213 β-ADRENERGIC RECEPTORS AND ADENYLATE CYCLASE IN DEVELOPING RAT MYOCARDIUM

Abstract

β-Adrenergic receptors (BAR) were identified in rat myocardium during development with [3H] dihydroalprenolol, [3H] DHA and [125I]iodohydroxybenzylpindolol, [125I]HYP. Heart weight, protein and the number of BAR per cell increased with age, however Bmax per mg protein decreased progressively with age and was lower in adult 36.8±4.1 as compared to the neonatal rat, 58.3±7.2 fmoles·mg−1 protein, m±SE, p<0.01. While Na+, K+-ATPase, 5′-nucleotidase and adenylate cyclase (AC) increased equally to or in excess of ventricular protein; the developmental increase in [3H]DHA binding per heart did not keep up with the increases in protein during growth. BAR subtypes did not change with age: 75% β1 and 25% β2. Guanine nucleotides (GN) decreased agonist affinity for the inhibition of [125I]HYP binding equally in adult and fetal samples and enhanced the activation of AC by catecholamines.

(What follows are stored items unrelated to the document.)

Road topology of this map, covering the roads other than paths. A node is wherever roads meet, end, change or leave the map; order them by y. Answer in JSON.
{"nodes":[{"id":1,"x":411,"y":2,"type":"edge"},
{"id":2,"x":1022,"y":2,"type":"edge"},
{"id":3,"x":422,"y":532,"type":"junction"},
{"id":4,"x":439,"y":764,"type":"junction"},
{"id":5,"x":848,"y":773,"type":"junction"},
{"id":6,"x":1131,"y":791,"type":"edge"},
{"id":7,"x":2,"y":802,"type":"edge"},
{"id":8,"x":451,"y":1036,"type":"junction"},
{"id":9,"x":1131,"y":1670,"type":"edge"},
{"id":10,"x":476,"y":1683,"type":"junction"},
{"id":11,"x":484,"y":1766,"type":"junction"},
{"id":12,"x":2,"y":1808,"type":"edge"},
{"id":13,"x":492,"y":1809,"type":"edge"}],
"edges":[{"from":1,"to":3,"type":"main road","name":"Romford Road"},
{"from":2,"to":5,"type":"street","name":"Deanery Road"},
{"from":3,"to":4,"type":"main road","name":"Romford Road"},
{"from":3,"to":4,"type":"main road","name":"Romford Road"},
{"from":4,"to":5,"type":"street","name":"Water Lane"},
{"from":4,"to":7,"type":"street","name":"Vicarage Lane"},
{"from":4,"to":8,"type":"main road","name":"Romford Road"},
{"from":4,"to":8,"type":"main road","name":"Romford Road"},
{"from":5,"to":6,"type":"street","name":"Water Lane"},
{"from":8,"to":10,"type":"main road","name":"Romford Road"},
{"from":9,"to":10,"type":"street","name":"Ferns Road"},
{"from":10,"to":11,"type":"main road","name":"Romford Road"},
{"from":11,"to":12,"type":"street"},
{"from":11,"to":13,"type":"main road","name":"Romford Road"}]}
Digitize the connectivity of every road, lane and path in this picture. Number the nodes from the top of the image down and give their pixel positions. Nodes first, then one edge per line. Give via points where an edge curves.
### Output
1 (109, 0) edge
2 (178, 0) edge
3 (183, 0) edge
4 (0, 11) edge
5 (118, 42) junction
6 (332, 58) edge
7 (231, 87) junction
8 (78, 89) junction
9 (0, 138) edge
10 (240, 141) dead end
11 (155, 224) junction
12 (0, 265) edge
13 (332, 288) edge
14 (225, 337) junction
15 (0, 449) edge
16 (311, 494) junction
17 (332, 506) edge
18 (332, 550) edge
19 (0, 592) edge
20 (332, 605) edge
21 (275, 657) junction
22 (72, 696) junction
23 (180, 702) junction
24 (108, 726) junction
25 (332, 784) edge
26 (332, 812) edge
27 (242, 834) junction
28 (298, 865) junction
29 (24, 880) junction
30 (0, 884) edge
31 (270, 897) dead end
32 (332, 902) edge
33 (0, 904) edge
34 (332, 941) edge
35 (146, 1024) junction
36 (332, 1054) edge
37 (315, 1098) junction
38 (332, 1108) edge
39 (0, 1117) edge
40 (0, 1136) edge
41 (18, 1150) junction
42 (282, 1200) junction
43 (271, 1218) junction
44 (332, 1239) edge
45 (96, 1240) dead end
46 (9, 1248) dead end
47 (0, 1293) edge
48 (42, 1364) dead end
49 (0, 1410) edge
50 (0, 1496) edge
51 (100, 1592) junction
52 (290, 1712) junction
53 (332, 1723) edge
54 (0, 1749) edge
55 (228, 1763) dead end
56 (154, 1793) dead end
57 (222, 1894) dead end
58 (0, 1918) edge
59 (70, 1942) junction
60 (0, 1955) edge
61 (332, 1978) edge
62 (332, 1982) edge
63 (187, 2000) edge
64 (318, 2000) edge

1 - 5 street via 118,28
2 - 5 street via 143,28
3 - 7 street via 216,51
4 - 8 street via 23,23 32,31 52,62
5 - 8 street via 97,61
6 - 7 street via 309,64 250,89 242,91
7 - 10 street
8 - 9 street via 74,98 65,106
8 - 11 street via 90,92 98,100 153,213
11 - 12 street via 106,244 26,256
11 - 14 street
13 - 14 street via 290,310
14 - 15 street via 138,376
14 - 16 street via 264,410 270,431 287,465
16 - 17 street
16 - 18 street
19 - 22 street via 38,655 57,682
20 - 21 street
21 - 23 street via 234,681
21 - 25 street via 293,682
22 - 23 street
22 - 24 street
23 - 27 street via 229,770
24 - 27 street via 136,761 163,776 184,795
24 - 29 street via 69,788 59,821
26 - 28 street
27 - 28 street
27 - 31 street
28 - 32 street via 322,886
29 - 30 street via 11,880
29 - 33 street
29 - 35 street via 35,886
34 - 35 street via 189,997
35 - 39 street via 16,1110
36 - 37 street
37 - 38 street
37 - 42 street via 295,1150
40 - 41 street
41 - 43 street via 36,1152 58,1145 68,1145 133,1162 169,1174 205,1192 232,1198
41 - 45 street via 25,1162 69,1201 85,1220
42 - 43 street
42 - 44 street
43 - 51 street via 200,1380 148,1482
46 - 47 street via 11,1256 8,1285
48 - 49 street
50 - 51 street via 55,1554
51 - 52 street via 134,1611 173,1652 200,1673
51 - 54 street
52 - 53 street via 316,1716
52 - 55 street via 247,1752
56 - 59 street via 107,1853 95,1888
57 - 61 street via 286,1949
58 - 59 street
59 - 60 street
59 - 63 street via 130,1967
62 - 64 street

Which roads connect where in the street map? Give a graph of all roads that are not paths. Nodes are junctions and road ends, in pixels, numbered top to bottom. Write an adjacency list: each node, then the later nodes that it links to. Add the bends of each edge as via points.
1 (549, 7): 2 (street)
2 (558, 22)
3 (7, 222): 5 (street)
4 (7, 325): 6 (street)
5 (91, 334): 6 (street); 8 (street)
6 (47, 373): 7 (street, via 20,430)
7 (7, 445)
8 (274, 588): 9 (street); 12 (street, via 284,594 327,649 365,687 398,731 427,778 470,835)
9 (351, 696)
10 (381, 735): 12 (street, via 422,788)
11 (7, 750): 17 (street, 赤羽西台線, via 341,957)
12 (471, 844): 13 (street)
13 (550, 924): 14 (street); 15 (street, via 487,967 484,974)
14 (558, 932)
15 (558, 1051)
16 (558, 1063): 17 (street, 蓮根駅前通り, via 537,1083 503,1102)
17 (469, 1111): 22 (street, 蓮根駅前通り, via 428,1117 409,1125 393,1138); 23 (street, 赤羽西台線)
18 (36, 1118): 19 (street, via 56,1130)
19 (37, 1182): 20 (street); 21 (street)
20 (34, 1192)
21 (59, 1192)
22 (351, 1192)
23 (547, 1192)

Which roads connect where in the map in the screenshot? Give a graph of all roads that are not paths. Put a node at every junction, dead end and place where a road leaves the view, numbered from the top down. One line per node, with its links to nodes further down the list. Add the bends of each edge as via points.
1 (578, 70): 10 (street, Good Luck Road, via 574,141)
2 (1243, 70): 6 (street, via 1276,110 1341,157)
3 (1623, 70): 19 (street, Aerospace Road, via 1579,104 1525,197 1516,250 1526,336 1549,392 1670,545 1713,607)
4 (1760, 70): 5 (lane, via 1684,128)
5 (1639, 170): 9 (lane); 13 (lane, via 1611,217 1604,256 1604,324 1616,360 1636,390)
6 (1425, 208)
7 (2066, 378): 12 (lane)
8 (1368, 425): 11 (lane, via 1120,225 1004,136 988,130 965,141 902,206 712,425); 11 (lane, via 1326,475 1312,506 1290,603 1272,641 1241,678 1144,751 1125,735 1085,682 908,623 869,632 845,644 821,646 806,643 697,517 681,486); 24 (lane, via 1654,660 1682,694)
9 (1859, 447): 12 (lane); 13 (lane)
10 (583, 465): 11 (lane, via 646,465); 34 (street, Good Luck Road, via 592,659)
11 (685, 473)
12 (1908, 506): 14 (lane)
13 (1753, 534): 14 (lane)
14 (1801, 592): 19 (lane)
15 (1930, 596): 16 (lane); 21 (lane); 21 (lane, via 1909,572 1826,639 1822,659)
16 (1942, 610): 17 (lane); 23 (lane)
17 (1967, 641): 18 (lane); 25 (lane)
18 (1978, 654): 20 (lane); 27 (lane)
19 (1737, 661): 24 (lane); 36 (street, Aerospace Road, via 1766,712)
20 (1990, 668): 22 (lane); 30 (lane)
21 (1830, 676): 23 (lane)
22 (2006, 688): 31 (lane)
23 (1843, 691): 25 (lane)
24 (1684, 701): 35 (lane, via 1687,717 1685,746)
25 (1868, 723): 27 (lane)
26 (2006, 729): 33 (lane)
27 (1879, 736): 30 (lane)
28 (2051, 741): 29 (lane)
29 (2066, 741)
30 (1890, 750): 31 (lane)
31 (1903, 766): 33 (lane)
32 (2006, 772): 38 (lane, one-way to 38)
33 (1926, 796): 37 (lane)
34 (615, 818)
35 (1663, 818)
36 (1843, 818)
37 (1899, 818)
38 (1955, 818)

The lower specific activity (per mg protein) of BAR in adult myocardium may be related to the decreasing proportion of sarcolemmal protein as compared to total cell protein which occurs during hypertrophic cardiac growth, supporting the hypothesis that sarcolemmal area is a major determinant of BAR number. The function of BAR is mediated by GN's early in development, and observed age dependent differences in the activation of AC by GTP and Gpp(NH)p may relate to developmental differences in the properties of GN dependent factors which mediate receptor occupancy and c-AMP production “coupling”.